地域の拠点である中心市(人口20万人以上)を中核にして、周辺自治体と地域活性化や、一定の圏域人口を有し活力ある社会経済の維持を目ざす地域圏構想。政府が2014年(平成26)12月に閣議決定した「まち・ひと・しごと創生総合戦略」に盛り込まれ、2015年度から政府の圏域選定と財政支援が始まった。中心市と近隣市町村が地方自治法第252条の2第1項に基づく連携協約を結び、中心市を中心に教育、医療、福祉などの行政サービスを効率よく提供し、産業振興を進め、雇用の場を創出する構想である。日本の人口減少が続くなか、交通や通信ネットワークが充実したコンパクトな地域圏を創出することで、三大都市圏(東京圏、名古屋圏、大阪圏)への人口流出を防ぐねらいがある。第二次安倍晋三(あべしんぞう)政権が掲げる人口減少克服に向けた地方創生策の一つである。連携中枢都市圏では、医療と介護を一体的に住民に提供する「地域包括ケアシステム」、広域観光振興、路線バスの循環運行、図書館の相互利用などの事業に取り組む。政府は圏域人口が政令指定都市なみの75万人に達した場合、(1)行政サービス負担が重くなる中心市に普通交付税を年間約2億円増額する、(2)周辺市町村の事業には1自治体当り1500万円を上限特別交付税を配分する、(3)圏域外から専門家を確保する費用として700万円を上限に特別交付税を配分するなどの財政支援で、都市圏づくりを後押しする。

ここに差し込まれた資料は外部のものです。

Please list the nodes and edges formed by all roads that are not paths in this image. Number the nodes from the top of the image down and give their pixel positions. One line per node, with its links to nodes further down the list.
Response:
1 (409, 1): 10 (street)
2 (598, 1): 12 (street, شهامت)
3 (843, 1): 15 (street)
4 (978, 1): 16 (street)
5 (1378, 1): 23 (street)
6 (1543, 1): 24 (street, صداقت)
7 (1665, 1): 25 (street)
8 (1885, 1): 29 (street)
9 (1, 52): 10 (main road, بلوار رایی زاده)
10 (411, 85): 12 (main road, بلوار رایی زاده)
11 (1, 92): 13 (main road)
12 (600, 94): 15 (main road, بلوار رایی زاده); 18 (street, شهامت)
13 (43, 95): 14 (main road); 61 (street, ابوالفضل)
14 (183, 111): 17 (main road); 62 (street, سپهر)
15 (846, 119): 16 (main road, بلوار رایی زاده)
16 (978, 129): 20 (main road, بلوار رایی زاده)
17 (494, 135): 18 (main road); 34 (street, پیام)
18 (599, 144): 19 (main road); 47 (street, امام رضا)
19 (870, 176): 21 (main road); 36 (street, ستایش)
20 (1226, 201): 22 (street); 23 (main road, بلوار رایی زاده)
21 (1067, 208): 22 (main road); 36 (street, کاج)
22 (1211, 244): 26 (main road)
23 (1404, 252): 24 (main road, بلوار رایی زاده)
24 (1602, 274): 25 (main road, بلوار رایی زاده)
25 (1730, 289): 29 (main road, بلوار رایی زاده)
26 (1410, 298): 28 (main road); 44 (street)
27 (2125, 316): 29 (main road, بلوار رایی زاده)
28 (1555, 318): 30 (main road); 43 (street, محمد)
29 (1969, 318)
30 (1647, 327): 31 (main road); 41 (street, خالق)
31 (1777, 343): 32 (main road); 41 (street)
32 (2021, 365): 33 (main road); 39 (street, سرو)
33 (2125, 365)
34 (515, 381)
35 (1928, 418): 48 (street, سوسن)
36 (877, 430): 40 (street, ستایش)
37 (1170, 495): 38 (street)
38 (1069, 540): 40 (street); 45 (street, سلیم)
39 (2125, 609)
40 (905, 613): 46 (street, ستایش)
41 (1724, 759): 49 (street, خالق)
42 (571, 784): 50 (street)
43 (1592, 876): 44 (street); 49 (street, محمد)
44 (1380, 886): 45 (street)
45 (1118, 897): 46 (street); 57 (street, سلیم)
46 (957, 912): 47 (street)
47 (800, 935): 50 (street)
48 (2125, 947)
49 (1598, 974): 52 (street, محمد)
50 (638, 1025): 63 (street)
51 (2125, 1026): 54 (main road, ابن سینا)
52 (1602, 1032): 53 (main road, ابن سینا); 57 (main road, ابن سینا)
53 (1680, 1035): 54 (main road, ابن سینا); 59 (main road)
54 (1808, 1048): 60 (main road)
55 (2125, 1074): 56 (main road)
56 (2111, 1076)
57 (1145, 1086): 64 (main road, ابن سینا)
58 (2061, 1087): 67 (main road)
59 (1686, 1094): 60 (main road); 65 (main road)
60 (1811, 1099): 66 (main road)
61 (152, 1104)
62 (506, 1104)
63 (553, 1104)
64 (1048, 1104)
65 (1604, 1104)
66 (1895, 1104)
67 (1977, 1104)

 従来、総務省の「地方中枢拠点都市圏」、国土交通省の「高次地方都市連合」、経済産業省の「都市雇用圏」など省庁ごとにばらばらの地域圏の概念が存在した。政府は2014年12月の閣議決定で、各地域圏構想を連携中枢都市圏に統一。2014年度に全国9地域でモデル事業を始め、2015年度には新潟市、金沢市、岡山市などを中心市とする12の連携中枢都市圏を選定した。政府は2020年度までに連携中枢都市圏を全国30か所に増やす計画である。2016年4月時点で、全国61市が中心市となる条件を満たしている。